Vermont schools sue Monsanto over toxic PCB contamination
Jul 5, 2023, 12:54 PM | Updated: 3:38 pm
CABOT, Vt. (AP) — Dozens of Vermont school districts have sued chemical giant Monsanto over toxic contamination in educational buildings from now-banned industrial chemicals known as PCBs.
Last year, Vermont became the first state in the country to require older schools to test their indoor air for polychlorinated biphenyls, which were used in building materials and electrical equipment before 1980.
More than 90 school districts filed the complaint on Friday in federal court. They’re seeking to recover costs and damages because, under Vermont’s law, schools with high-enough contamination levels must reduce exposure. Removing the PCBs will be expensive, and certain districts may have to demolish buildings and replace them with new ones — which in total could cost them “hundreds of millions, if not billions, of dollars,” the lawsuit says.
The PCBs are present in the school buildings from caulking and glazing compounds, sealants, adhesives, and other construction materials.
Monsanto said the case has no merit and that “third party companies, not Monsanto” produced the PCB-laden materials likely used at the schools.
“Monsanto never manufactured, used or disposed of PCBs in Vermont and has not manufactured these products for more than 45 years,” the company said in a statement late Monday. Monsanto is now owned by Bayer, the pharmaceutical and biotechnology company.
The company is also seeking an emergency hearing and the preservation of evidence. Monsanto wants the districts to let it participate in environmental testing and PCB-source identification, and to document and observe the remediation work.
PCBs were used in building materials and electrical equipment like transformers, capacitors and fluorescent lighting ballasts. The U.S. Environmental Protection Agency banned manufacturing and certain uses of them in 1979 over concerns they could cause cancer and other illnesses, according to the Vermont Department of Environmental Conservation.

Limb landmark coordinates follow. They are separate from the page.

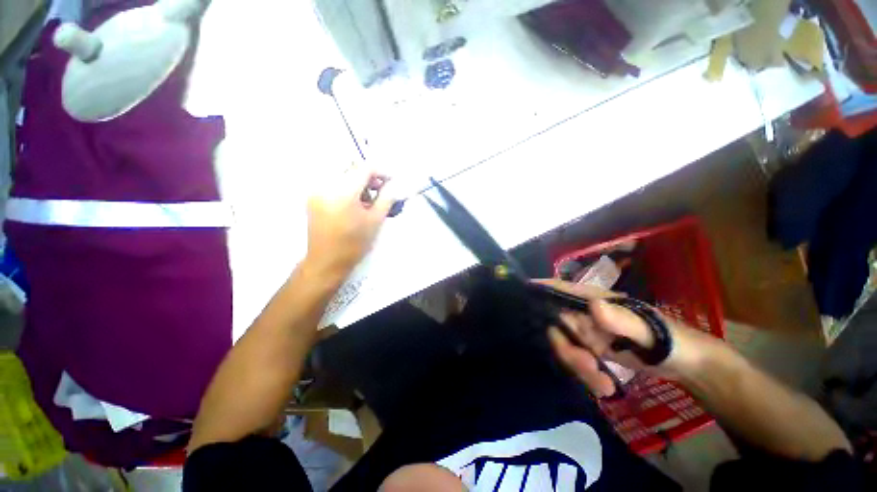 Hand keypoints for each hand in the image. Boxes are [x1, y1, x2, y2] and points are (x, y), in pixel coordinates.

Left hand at [304, 166, 395, 280]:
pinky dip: (347, 187)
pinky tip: (354, 203)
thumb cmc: (354, 243)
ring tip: (368, 199)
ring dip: (358, 181)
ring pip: (343, 174)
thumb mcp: (376, 221)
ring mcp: (317, 190)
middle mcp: (326, 185)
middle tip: (381, 190)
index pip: (365, 168)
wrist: (326, 261)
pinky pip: (333, 182)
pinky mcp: (313, 197)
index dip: (382, 172)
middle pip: (352, 168)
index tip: (391, 182)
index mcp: (343, 191)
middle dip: (370, 176)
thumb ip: (386, 198)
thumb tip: (393, 184)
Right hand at [538, 279, 703, 396]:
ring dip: (578, 367)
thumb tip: (592, 305)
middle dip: (566, 349)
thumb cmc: (673, 340)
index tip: (522, 294)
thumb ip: (623, 320)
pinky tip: (603, 387)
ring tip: (602, 385)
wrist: (688, 366)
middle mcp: (585, 313)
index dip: (540, 289)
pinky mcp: (591, 349)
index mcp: (596, 299)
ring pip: (564, 345)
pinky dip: (585, 375)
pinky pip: (575, 359)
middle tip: (588, 369)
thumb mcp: (652, 332)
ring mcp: (587, 332)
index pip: (561, 288)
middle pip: (557, 324) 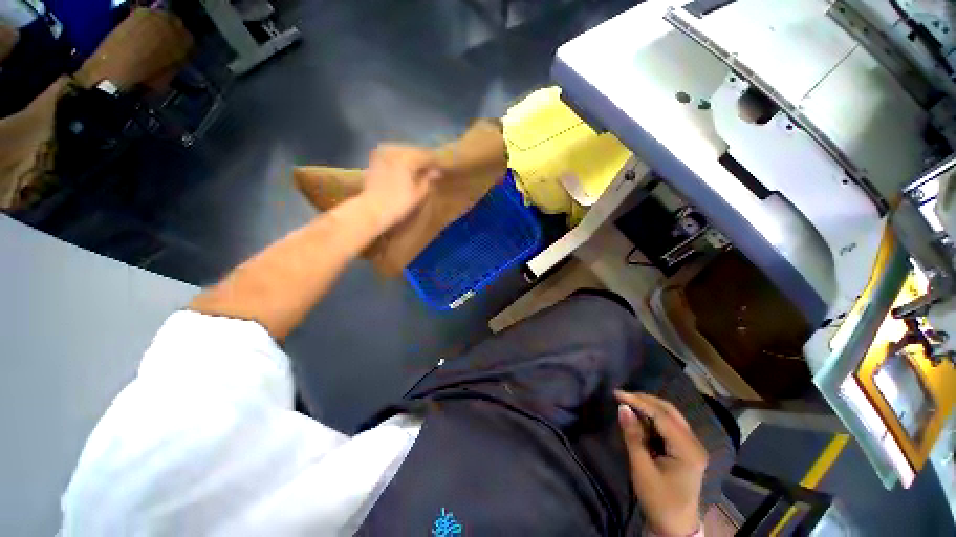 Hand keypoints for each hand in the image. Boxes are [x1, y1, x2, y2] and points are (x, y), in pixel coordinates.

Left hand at [361, 144, 441, 229]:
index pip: (427, 155)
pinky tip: (404, 168)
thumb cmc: (399, 203)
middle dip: (423, 159)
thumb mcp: (419, 193)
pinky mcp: (375, 159)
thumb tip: (436, 172)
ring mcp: (383, 153)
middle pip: (414, 151)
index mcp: (408, 157)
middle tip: (432, 169)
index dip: (436, 162)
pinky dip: (400, 160)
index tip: (442, 169)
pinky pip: (392, 155)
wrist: (372, 209)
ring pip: (403, 151)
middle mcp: (395, 150)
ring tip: (419, 169)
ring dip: (412, 159)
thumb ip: (428, 179)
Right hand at [615, 390, 706, 536]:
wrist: (675, 527)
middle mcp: (694, 442)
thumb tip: (622, 407)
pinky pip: (668, 425)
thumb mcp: (642, 469)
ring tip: (627, 403)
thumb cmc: (658, 500)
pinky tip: (639, 418)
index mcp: (687, 449)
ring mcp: (691, 445)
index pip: (661, 416)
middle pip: (669, 411)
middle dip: (644, 400)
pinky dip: (652, 419)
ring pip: (669, 416)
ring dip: (648, 408)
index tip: (616, 393)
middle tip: (621, 395)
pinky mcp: (685, 449)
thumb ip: (633, 436)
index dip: (638, 401)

A 2019 Associated Press investigation found that millions of fluorescent light ballasts containing PCBs probably remain in schools and day care centers across the U.S. — four decades after the chemicals were banned.
The chemicals can be released into the air and students and staff can be exposed by breathing in dust or vapors containing them; getting dust on their hands and then consuming it while eating or drinking; and having skin contact with materials that contain the chemicals, according to the department.
PCB contamination forced an entire Vermont high school to move into a closed department store in downtown Burlington, where students have taken classes since March 2021 while the old school is being demolished. The store connected to a now-closed mall underwent a $3.5 million retrofit supported by the state.
Two years ago, three teachers in Washington state who sued Monsanto over exposure to PCBs in fluorescent lights were awarded $185 million. The teachers, who worked at the Sky Valley Education Center in Monroe, Washington, said they suffered brain damage from exposure to PCBs in the fluorescent lighting at the school.
The Vermont attorney general also sued Monsanto last month over PCB contamination in Vermont’s schools and natural resources. The chemicals are highly persistent and continue to circulate in Vermont’s waters and other natural resources, and have accumulated to dangerous levels in sediment, wildlife and fish, according to the lawsuit. Vermont has a fish consumption advisory for all of Lake Champlain and the Hoosic River because of the contamination, the lawsuit states.
Monsanto also said that lawsuit had no merit for the same reasons it cited in the school districts’ case.